יען כי גם ספרים שלמים קובעים בדפוס אשר לא דרו ולא ילדו, ובלי שינוי מעשה אך בשינוי שם לבד, כאשר עשה אתי עמי רב א' מפולין (ומתארין אותו עוד בההסכמות לגאון וצדיק! אשר הוא לשחוק) כי הדפיס ס' בשם "חיים הנצחיים", וכלו שלי הוא גנוב אתו מספרי קטן הכמות ורב האיכות "מועד כל חי" אשר יגעתי בו הרבה שנים ללקט ולקבץ כל הדינים בזה, ועתה מבא"ר ההוא משקה הצבי שבור העדרים בבלי דעת, ומחריב העולם, ואת מקומי לא הערה, ואוי לדור שכך עלתה בימיו.
It seems that Friedling found out that R. Schwartz caught Friedling with his hand in the proverbial cookie jar and actually attempted to make amends. In particular, I am aware of one copy of one edition of what one assumes is a reprint of Hayyim ha-Nitzchim that is at the Widener Memorial Library at Harvard University. In that copy, before the section discussing yahrzeit customs the following admission appears:
To Admit and Reveal!
Because most of the statements that appear in this work were gathered and collected from the work Mo'ad Kol Hayi which was written and published by the esteemed, erudite, and well-known Rabbi Yosef ha-Kohen Schwartz who lives in Grosswarden (and is the author of Tzafnat Panaech, Shu"t Genzei Yosef, and Hadrat Kodesh and previously edited the journal Va-Yelaket Yosef for twenty years). And because of circumstances [beyond my control??] I forgot to mention this in the introduction of this work as I should have done, and when I publish this work a second time I will/have do so. The Author
Now, although we don't know the exact date this edition with the admission was published, we do know that it, at the very least, must have been published after 1931 and probably after 1936. This is so, as Friedling mentions three of Schwartz's other works, the last one, Hadrat Kodesh, was published in 1931 so this admission which makes mention of Hadrat Kodesh was written after that.
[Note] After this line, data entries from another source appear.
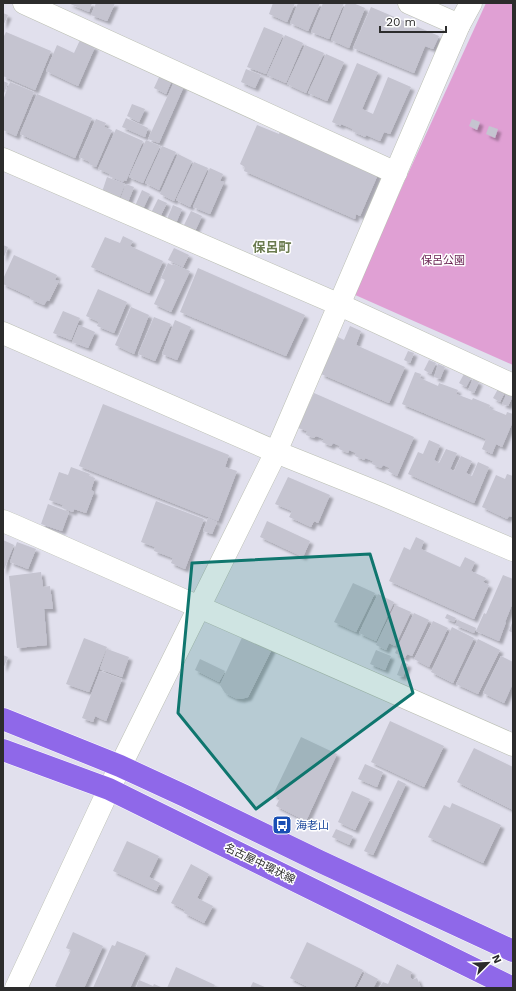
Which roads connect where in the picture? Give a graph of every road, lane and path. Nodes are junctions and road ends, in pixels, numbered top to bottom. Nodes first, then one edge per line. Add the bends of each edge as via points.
1 (24, 3) edge
2 (409, 3) edge
3 (471, 3) edge
4 (459, 25) junction
5 (3, 159) edge
6 (396, 173) junction
7 (340, 305) junction
8 (3, 333) edge
9 (513, 385) edge
10 (276, 452) junction
11 (3, 521) edge
12 (513, 550) edge
13 (199, 607) junction
14 (3, 719) edge
15 (513, 745) edge
16 (3, 750) edge
17 (120, 766) junction
18 (109, 789) junction
19 (513, 951) edge
20 (16, 988) edge
21 (511, 988) edge

1 - 6 street
2 - 4 street
3 - 4 street
4 - 6 street
5 - 7 street
6 - 7 street
7 - 9 street
7 - 10 street
8 - 10 street
10 - 12 street
10 - 13 street
11 - 13 street
13 - 15 street
13 - 17 street
14 - 17 main road
16 - 18 main road, 名古屋中環状線
17 - 18 street
17 - 19 main road
18 - 20 street
18 - 21 main road, 名古屋中環状線

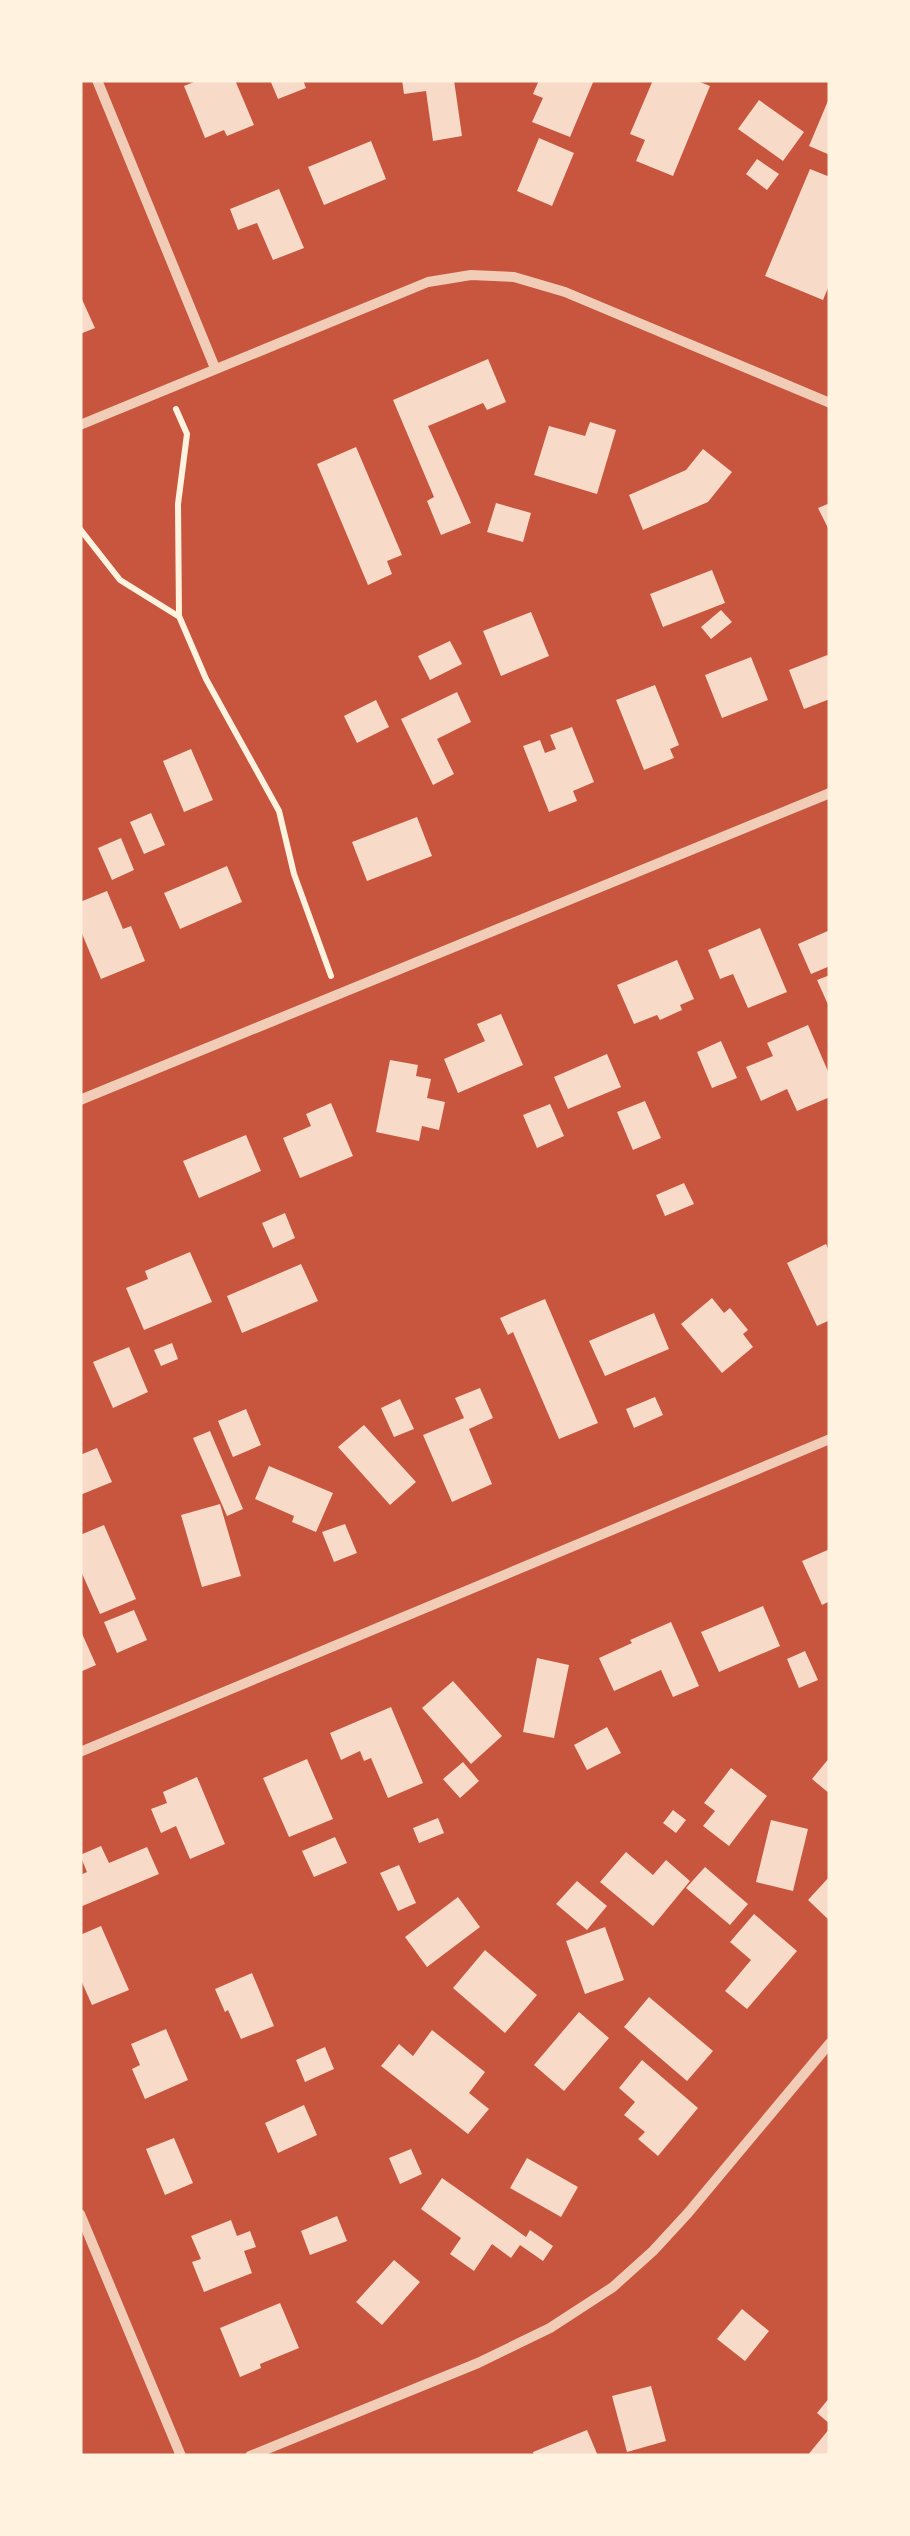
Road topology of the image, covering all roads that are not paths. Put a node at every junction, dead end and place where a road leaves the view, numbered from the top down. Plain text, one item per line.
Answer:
1 (96, 80) edge
2 (215, 368) junction
3 (830, 403) edge
4 (80, 426) edge
5 (830, 793) edge
6 (80, 1100) edge
7 (830, 1439) edge
8 (80, 1752) edge
9 (830, 2043) edge
10 (80, 2214) edge
11 (181, 2456) edge
12 (250, 2456) edge

1 - 2 street
2 - 3 street
2 - 4 street
5 - 6 street
7 - 8 street
9 - 12 street
10 - 11 street

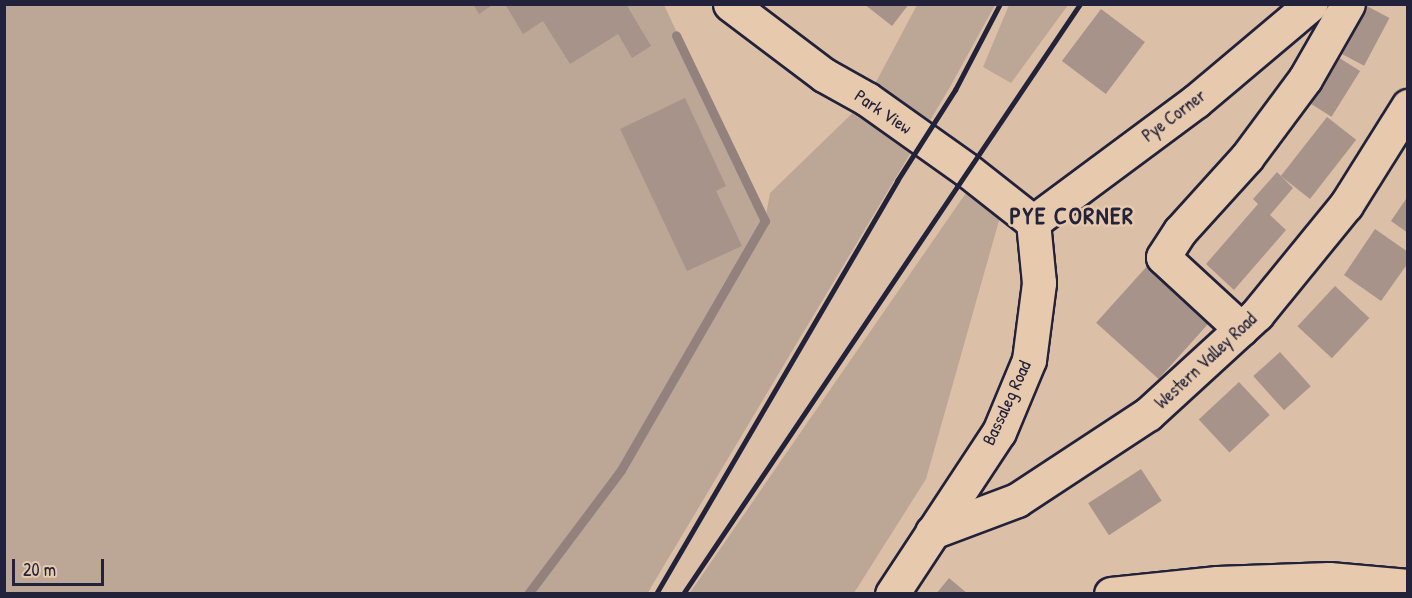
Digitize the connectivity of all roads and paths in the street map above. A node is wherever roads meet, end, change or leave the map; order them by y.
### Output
1 (730, 4) edge
2 (1311, 4) edge
3 (1348, 4) edge
4 (1407, 106) edge
5 (1033, 222) junction
6 (1241, 329) junction
7 (932, 532) junction
8 (1407, 586) edge
9 (892, 594) edge
10 (1111, 594) edge

1 - 5 street, Park View
2 - 5 street, Pye Corner
3 - 6 street
4 - 6 street, Western Valley Road
5 - 7 street, Bassaleg Road
6 - 7 street, Western Valley Road
7 - 9 street, Bassaleg Road
8 - 10 street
It is also likely that this admission was published after the appearance of R. Schwartz's Va-Yitzbor Yosef where Friedling is exposed. Va-Yitzbor Yosef was published in 1936 and therefore it is possible that this version of Hayyim ha-Nitzchim was published some time after that. But, as with all the editions of Hayyim ha-Nitzchim we don't know for certain exactly when they were published.
Be that as it may, we do have an example of a full admission of plagiarism, whether intentional or inadvertent based on this little know edition of Hayyim ha-Nitzchim. In fact, as I mentioned I know of only one copy of this version of Hayyim ha-Nitzchim housed at the Widener Memorial Library at Harvard University and have never seen it in any other copies of the book.
For more on Schwartz's biography, see Naftali ben-Menachem's article on Schwartz in Mi-Safrut Yisrael be-Ungariah pp. 330-70; Y. Y. Cohen, Hakmei Translivania, 237-40. Both Friedling and Schwartz shared a few common facts. They both edited journals and it appears that both were killed in the Holocaust.
Finally, I would like to thank Mr. Yair Rosenberg for sending me a scan of the above page, and for Mr. Menachem Butler for his help as well.